Understanding deep learning requires rethinking generalization (opens in new tab)

(arxiv.org)

131 pointsvisionscaper9y ago18 comments

18 comments

17 comments · 7 top-level

bmh_ca9y ago· 3 in thread

I remember an AI professor I had once asked the class to define "the number 3".

The answer he chose, which stuck with me (if I recall the nuance correctly), is that the number three is: The set of all things in the universe of which there three, three is that which they have in common.

Where it became interesting for me is observing our children growing up, especially learning colours and shapes. They exhibited a pattern of learning based upon observations of common patterns in communication by vocalization.

For example, children decided things were "red" based upon that trait being in-common with other things we called red. Circles based upon other things we call circles.

It's really quite a fascinating phenomenon to observe in children, and I expect there is a key atomicity of association from which more complex patterns - up to consciousness - can be created. Too fine grained and the patterns will be noise; too large and certain higher order structures will never form - a "Goldilocks" zone for the complex system of interpreting reality by observational exposure and initially arbitrary relation.

TheOtherHobbes9y ago

The prof's definition begs the question.

Humans can be observed recognising patterns, but that doesn't say anything useful about the process of recognition.

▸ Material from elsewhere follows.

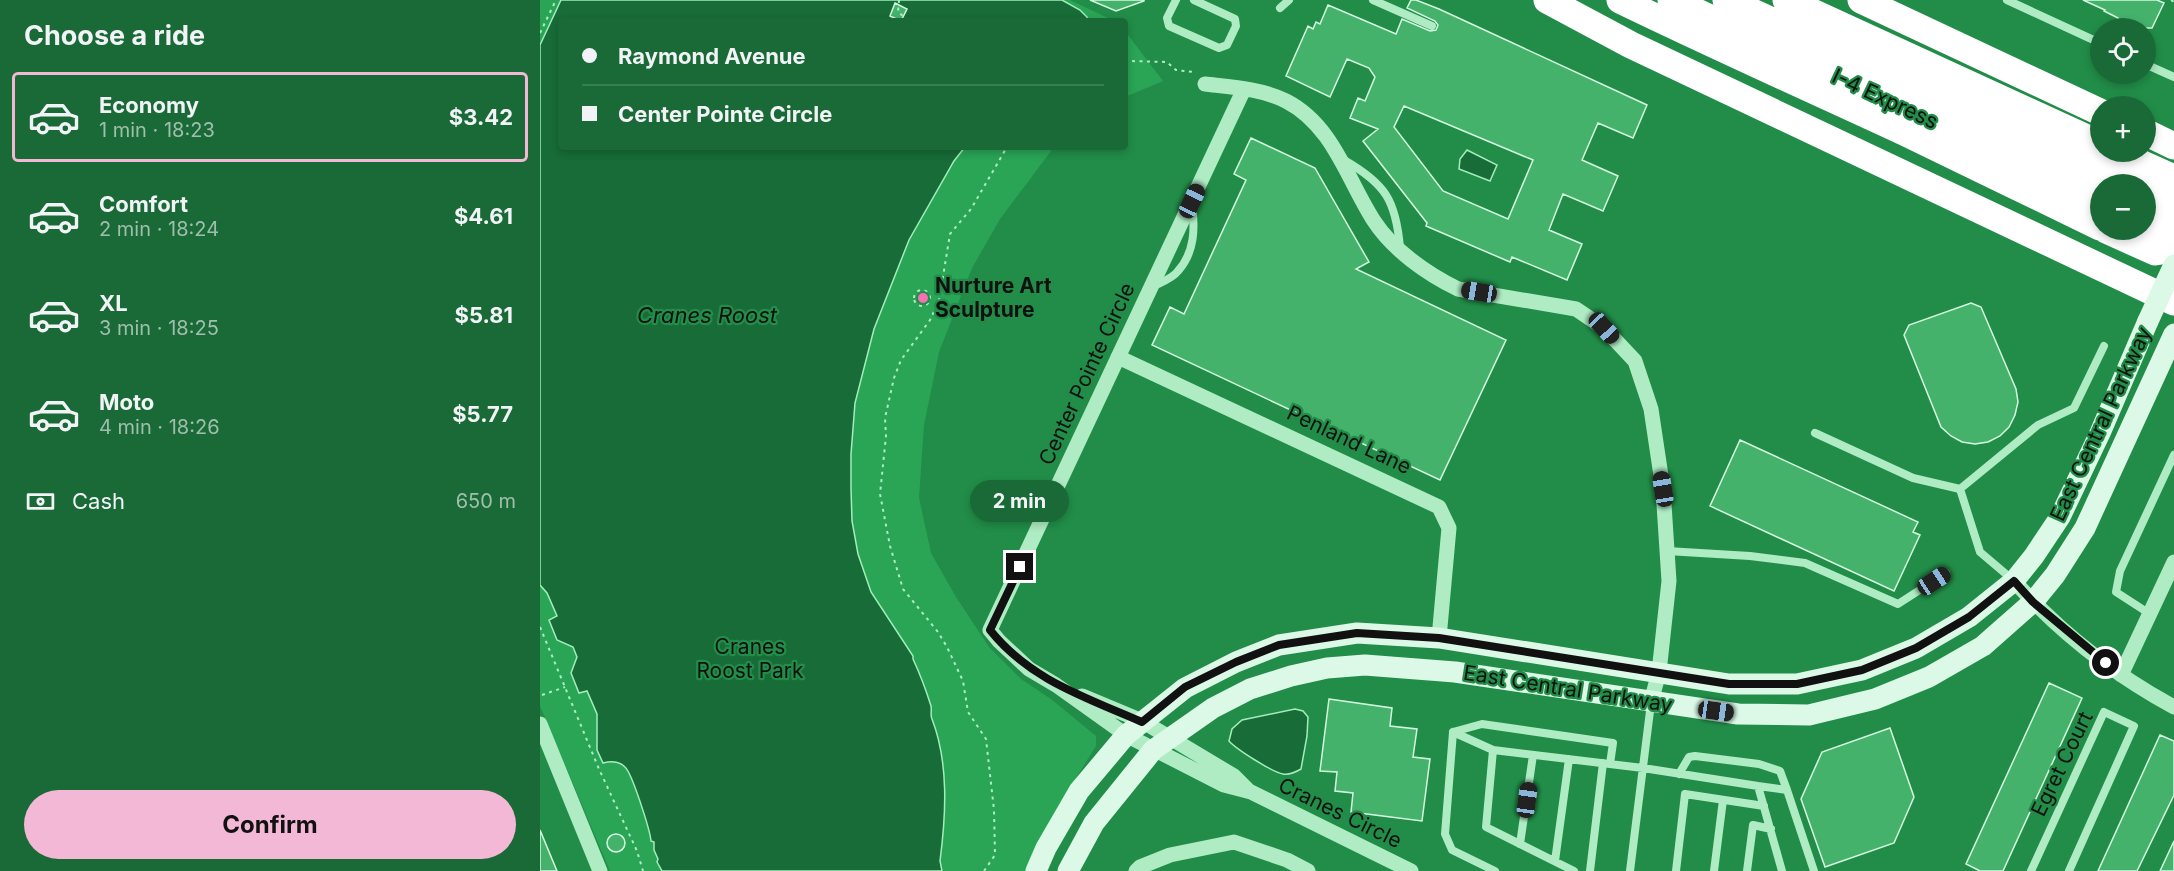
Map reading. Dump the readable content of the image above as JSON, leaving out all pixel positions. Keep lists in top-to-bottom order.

It seems we have experiences first, and generalise from them later in terms of our experience. So we have common experiences of threeness, circleness, and redness, and from them we generalise what "three", "circle", and "red" means.

But what defines an experience of threeness? Is it really atomic, or is it made of further component parts/relationships? Is it learned, or innate? How does the labelling process influence the experience/generalisation process? (I'm not sure if it's an anthropological myth, but supposedly there are primitive tribes where counting goes "One, two, many..." What's their experience of threeness?)

The exact mechanics of this pattern recognition remain mysterious. It turns out that when we build NNs to recognise patterns, the process is still mysterious. Which seems mysterious in itself. It's remarkable that we have these tools and they seem to work to an extent, but really no one understands why.

alimw9y ago

> The prof's definition begs the question.

It was good enough for Russell so I doubt that. See https://en.wikipedia.org/wiki/Set-theoretic_definition_of_na...

2 more replies

nl9y ago

There is some evidence (in eg Tversky & Kahneman) that human judgement is mostly about the difference between sets, not the similarities.

We seem to learn to generalise, and then compare differences.

dkarapetyan9y ago· 2 in thread

> Brute-force memorization is typically not thought of as an effective form of learning. At the same time, it’s possible that sheer memorization can in part be an effective problem-solving strategy for natural tasks.

I like the conclusion. Basically neural nets are just beasts with too many parameters and they even show you don't even need that many parameters to fit any data set of size n. This is one reason I think neural nets are kinda a dead end. People don't understand them and it is impossible to get any explanatory results from them and based on these results that kinda makes sense. Neural nets don't learn, they just memorize.

hiddencost9y ago

https://arxiv.org/abs/1311.2901

Check out figure 2. The network learns composition from fundamental shapes and gradients to compositional ones. It's kinda awe inspiring.

Not NN specific, but some more work on explanations: https://homes.cs.washington.edu/~marcotcr/blog/lime/

Visualization of attention mechanisms is pretty cool for explanations: https://arxiv.org/pdf/1502.03044.pdf http://torch.ch/blog/2015/09/21/rmva.html

dkarapetyan9y ago

The local linear approximation is a cool idea in this context even though most non-linear systems are modeled in exactly this way. You take a complicated thing and linearized it to understand it. I'll have to look further into lime.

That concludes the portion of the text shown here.